**Provided records:**
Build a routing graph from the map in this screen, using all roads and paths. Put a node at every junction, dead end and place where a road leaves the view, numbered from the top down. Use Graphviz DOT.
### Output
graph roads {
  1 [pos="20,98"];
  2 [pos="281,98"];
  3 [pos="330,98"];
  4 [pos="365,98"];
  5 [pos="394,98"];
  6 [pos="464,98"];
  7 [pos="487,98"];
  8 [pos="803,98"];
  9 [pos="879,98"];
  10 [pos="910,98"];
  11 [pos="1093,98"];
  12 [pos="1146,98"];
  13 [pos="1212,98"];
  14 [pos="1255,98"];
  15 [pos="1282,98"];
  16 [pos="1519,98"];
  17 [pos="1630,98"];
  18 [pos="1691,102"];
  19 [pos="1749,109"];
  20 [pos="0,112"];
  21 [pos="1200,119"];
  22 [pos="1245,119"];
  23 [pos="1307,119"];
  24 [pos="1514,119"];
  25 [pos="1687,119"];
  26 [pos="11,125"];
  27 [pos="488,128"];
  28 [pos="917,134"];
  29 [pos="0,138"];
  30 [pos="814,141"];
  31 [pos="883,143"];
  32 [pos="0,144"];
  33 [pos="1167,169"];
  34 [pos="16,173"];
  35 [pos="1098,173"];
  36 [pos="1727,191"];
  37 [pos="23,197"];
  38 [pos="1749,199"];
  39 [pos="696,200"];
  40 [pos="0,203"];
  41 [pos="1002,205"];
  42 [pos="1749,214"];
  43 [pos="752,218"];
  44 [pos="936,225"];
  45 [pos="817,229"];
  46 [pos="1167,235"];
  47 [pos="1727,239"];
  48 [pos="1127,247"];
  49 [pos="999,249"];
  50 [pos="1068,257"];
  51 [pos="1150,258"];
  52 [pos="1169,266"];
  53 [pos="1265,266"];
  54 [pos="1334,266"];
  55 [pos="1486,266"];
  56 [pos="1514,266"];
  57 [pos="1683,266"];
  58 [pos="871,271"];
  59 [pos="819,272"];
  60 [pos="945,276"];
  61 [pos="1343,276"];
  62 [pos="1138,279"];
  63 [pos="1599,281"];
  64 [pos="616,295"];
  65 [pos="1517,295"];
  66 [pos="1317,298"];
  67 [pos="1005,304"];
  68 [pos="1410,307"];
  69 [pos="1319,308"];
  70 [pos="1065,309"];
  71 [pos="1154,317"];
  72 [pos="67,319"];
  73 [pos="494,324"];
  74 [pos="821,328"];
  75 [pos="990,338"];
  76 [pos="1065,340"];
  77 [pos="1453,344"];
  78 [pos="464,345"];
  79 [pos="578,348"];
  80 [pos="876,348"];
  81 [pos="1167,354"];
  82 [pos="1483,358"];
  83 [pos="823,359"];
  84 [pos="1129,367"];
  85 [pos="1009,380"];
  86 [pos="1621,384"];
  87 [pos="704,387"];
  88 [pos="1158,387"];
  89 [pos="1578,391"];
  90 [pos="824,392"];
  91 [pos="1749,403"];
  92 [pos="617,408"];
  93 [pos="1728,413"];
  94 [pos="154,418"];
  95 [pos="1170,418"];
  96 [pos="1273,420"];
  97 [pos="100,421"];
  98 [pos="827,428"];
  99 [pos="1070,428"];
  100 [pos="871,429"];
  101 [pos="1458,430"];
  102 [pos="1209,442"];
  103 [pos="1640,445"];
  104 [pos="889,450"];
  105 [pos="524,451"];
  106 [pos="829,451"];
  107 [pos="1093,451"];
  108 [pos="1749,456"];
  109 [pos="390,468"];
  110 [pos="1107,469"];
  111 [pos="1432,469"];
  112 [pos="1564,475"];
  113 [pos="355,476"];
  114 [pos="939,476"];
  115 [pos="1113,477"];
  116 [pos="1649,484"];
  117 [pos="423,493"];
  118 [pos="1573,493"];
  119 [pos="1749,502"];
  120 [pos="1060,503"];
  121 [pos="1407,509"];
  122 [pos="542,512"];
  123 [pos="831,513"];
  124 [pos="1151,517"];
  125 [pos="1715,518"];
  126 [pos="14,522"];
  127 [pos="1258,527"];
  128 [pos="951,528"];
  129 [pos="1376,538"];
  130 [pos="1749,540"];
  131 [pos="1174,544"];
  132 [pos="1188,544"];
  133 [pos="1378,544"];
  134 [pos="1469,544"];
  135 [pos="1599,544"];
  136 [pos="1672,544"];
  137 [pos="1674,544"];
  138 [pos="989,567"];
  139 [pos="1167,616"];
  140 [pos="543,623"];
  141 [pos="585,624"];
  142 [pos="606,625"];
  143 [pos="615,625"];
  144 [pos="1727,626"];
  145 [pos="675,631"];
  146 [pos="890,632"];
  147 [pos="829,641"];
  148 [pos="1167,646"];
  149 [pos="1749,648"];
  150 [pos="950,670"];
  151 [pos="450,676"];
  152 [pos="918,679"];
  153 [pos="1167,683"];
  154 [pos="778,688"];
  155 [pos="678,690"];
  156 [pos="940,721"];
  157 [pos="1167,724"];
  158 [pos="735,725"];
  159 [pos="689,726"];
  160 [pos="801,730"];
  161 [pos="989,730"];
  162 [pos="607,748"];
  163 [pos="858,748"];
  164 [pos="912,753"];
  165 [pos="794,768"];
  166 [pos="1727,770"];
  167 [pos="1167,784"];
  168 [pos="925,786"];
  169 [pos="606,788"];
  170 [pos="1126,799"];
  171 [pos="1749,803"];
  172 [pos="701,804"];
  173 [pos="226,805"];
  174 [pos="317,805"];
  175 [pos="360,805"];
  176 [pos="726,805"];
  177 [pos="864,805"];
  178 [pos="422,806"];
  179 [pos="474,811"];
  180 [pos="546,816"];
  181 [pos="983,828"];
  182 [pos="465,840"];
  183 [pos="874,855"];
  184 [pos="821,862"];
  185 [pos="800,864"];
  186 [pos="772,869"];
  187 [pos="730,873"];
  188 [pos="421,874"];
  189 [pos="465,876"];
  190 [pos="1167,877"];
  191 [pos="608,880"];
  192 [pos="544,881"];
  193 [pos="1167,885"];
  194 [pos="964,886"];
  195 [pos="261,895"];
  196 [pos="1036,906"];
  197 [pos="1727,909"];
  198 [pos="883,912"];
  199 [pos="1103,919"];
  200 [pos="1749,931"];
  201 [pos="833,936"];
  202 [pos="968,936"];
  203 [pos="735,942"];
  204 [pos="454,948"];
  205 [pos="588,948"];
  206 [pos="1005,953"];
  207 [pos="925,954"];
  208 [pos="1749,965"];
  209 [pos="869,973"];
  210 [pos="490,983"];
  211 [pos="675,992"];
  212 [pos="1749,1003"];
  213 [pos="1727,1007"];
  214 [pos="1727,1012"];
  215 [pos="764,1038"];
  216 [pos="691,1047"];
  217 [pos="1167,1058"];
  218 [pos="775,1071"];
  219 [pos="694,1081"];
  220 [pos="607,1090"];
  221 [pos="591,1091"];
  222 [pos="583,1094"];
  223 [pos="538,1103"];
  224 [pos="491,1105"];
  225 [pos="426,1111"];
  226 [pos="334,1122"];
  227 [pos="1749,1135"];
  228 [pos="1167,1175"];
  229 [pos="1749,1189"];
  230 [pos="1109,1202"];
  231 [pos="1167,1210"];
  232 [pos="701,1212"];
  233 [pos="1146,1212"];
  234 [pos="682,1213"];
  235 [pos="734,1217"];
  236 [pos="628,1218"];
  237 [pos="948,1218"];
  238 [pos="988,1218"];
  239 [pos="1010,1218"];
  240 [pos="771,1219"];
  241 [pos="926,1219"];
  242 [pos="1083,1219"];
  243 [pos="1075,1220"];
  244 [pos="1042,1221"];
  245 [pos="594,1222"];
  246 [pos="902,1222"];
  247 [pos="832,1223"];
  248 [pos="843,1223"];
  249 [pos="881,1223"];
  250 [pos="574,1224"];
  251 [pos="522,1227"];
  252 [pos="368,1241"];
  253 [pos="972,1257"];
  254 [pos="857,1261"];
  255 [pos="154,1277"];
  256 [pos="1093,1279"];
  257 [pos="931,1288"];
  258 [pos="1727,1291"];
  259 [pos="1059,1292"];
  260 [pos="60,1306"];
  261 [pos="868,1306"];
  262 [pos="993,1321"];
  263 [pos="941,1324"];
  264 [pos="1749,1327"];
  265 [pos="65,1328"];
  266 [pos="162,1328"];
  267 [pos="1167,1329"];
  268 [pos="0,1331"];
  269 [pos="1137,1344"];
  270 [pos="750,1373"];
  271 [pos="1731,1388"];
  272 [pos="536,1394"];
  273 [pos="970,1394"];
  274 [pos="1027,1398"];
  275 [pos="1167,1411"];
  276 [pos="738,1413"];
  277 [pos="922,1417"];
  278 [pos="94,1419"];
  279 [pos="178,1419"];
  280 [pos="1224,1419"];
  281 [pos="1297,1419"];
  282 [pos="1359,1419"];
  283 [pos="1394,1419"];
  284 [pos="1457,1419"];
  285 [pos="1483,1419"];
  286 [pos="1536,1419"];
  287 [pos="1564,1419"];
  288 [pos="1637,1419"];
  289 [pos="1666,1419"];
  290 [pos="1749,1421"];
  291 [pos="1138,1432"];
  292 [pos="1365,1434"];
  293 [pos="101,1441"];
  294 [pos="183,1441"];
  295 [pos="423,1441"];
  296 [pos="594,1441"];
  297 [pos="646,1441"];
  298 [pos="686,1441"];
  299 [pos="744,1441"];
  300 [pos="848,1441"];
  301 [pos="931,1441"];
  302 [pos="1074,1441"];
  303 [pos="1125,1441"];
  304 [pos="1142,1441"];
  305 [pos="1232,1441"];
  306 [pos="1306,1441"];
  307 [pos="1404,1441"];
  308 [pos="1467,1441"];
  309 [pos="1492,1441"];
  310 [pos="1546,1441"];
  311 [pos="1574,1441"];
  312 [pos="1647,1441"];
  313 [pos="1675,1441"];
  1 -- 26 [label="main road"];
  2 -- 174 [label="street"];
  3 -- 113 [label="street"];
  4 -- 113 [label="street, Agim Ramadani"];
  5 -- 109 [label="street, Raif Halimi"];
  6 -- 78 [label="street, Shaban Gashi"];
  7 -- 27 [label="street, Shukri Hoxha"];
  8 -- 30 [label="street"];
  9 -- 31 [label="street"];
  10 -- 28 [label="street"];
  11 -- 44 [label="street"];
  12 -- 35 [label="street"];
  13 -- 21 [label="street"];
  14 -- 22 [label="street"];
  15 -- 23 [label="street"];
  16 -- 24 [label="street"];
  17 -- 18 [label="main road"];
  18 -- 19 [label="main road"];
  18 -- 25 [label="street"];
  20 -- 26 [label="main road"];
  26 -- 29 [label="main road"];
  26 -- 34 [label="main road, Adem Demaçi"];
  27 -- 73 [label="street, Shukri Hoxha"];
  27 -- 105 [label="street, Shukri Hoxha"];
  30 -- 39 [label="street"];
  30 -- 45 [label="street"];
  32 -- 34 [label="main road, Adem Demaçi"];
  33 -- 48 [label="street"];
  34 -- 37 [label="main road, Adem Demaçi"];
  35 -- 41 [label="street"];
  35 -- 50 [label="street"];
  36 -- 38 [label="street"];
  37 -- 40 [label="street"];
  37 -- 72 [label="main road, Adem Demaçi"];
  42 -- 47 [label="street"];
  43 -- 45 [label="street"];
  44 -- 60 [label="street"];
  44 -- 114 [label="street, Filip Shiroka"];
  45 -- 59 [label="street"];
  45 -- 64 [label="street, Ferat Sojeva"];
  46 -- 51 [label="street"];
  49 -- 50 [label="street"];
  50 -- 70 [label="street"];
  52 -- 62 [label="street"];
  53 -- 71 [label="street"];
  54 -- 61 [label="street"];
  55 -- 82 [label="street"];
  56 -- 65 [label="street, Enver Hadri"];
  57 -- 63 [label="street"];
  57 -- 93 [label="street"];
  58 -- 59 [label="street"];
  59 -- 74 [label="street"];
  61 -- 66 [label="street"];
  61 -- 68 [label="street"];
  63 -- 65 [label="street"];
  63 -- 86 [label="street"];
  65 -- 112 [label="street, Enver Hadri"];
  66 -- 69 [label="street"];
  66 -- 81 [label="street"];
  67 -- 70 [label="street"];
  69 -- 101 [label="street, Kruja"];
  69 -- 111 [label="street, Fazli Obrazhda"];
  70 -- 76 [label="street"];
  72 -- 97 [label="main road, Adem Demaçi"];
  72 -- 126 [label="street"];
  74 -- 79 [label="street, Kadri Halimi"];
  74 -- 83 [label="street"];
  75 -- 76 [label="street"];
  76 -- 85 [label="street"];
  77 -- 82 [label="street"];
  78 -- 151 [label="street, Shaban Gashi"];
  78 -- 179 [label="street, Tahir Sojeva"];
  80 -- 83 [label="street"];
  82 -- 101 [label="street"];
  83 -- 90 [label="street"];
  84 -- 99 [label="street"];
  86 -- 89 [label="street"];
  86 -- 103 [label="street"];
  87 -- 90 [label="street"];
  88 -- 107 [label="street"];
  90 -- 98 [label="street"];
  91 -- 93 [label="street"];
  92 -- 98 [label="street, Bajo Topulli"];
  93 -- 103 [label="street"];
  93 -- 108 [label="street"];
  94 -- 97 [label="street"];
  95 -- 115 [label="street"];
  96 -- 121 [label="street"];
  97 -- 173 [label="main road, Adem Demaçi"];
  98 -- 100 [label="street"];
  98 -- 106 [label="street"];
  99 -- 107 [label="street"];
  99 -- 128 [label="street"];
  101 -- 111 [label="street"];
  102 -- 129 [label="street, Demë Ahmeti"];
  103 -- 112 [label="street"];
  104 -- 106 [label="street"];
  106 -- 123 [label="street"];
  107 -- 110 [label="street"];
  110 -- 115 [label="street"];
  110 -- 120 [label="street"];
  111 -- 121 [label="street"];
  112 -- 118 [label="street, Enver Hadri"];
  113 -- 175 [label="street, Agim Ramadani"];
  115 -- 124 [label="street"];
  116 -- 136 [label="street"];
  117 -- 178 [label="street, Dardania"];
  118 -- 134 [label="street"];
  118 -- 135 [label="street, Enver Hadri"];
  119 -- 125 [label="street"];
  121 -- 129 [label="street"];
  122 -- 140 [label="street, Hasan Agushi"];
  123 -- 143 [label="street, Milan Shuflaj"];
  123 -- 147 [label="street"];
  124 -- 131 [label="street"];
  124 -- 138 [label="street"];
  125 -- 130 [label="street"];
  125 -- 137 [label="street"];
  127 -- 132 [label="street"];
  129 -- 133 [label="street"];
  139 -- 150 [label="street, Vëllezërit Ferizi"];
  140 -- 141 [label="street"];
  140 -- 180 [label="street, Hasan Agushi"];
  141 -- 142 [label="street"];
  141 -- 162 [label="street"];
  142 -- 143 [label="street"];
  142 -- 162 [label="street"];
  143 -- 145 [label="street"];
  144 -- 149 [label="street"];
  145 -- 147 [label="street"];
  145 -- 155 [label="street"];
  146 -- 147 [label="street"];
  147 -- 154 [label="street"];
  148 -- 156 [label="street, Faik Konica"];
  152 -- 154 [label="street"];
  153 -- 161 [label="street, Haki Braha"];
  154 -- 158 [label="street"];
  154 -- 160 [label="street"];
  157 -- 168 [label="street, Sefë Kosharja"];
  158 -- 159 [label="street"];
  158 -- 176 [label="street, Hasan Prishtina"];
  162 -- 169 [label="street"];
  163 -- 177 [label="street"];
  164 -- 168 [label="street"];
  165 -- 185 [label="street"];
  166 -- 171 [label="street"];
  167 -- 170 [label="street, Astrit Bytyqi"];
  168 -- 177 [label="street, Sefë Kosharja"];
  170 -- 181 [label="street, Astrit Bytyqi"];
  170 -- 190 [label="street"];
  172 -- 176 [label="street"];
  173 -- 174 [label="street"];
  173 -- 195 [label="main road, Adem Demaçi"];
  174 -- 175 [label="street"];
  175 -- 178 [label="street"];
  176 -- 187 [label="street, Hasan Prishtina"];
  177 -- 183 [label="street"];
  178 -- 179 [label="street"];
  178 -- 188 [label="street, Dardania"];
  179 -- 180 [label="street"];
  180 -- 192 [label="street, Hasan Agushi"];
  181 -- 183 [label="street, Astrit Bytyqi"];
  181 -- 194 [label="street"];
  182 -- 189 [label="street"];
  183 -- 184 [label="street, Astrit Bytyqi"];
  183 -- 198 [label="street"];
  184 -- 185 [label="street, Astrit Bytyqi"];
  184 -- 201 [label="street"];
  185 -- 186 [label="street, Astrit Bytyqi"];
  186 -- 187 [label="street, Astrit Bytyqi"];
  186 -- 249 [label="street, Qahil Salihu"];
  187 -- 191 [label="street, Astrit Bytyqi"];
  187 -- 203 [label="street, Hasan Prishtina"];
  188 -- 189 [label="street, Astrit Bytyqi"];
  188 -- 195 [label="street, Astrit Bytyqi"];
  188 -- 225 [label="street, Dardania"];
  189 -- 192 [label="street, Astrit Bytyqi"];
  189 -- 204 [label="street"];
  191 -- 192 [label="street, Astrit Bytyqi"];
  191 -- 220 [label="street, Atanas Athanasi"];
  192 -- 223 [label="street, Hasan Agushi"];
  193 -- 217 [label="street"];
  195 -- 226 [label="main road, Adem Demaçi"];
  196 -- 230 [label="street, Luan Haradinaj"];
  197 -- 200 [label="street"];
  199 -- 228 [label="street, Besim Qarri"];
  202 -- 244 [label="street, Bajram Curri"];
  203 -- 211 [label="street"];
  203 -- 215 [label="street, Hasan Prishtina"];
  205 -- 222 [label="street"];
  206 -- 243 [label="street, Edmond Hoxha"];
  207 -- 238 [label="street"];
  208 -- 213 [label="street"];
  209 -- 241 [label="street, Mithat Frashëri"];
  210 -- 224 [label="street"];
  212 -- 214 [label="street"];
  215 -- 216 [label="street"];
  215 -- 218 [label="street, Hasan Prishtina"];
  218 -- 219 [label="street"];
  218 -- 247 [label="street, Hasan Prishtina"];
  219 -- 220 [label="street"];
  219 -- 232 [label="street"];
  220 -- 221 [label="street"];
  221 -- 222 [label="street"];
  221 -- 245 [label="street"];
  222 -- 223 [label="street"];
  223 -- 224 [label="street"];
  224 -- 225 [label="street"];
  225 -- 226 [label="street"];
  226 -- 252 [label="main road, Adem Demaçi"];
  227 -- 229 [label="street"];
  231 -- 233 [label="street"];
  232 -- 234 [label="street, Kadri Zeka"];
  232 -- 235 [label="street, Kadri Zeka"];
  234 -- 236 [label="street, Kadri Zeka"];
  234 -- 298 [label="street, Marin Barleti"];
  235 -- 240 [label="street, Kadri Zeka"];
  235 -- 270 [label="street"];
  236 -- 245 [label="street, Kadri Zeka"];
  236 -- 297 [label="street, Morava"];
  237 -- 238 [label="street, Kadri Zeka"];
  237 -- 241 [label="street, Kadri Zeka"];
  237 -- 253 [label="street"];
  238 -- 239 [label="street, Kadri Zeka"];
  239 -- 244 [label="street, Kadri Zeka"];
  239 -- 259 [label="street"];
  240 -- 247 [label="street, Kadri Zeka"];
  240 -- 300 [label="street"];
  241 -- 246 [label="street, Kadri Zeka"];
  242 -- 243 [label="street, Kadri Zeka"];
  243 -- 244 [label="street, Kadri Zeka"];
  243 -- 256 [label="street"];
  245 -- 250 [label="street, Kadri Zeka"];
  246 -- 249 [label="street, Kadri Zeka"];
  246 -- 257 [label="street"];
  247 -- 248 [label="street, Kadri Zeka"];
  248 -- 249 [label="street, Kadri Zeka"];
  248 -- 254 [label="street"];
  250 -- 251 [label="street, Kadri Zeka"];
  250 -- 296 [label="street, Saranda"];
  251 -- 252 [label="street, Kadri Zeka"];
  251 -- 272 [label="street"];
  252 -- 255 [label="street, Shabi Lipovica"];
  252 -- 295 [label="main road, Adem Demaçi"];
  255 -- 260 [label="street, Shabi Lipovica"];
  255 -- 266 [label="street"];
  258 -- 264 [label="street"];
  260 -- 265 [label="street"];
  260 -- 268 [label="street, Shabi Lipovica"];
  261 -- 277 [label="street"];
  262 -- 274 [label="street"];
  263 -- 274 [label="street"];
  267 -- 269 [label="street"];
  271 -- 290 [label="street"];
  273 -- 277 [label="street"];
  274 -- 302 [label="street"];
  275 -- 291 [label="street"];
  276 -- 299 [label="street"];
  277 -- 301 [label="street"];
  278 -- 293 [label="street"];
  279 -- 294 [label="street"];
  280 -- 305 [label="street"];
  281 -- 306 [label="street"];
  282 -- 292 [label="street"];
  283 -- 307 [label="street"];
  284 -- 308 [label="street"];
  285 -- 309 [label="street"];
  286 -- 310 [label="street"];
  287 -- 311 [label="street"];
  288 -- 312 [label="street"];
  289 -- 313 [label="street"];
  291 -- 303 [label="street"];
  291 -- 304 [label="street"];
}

**Work order:** Identify the lines of the data that contain the word "Adem". Copy each of them.

**Task answer:**
  26 -- 34 [label="main road, Adem Demaçi"];
  32 -- 34 [label="main road, Adem Demaçi"];
  34 -- 37 [label="main road, Adem Demaçi"];
  37 -- 72 [label="main road, Adem Demaçi"];
  72 -- 97 [label="main road, Adem Demaçi"];
  97 -- 173 [label="main road, Adem Demaçi"];
  173 -- 195 [label="main road, Adem Demaçi"];
  195 -- 226 [label="main road, Adem Demaçi"];
  226 -- 252 [label="main road, Adem Demaçi"];
  252 -- 295 [label="main road, Adem Demaçi"];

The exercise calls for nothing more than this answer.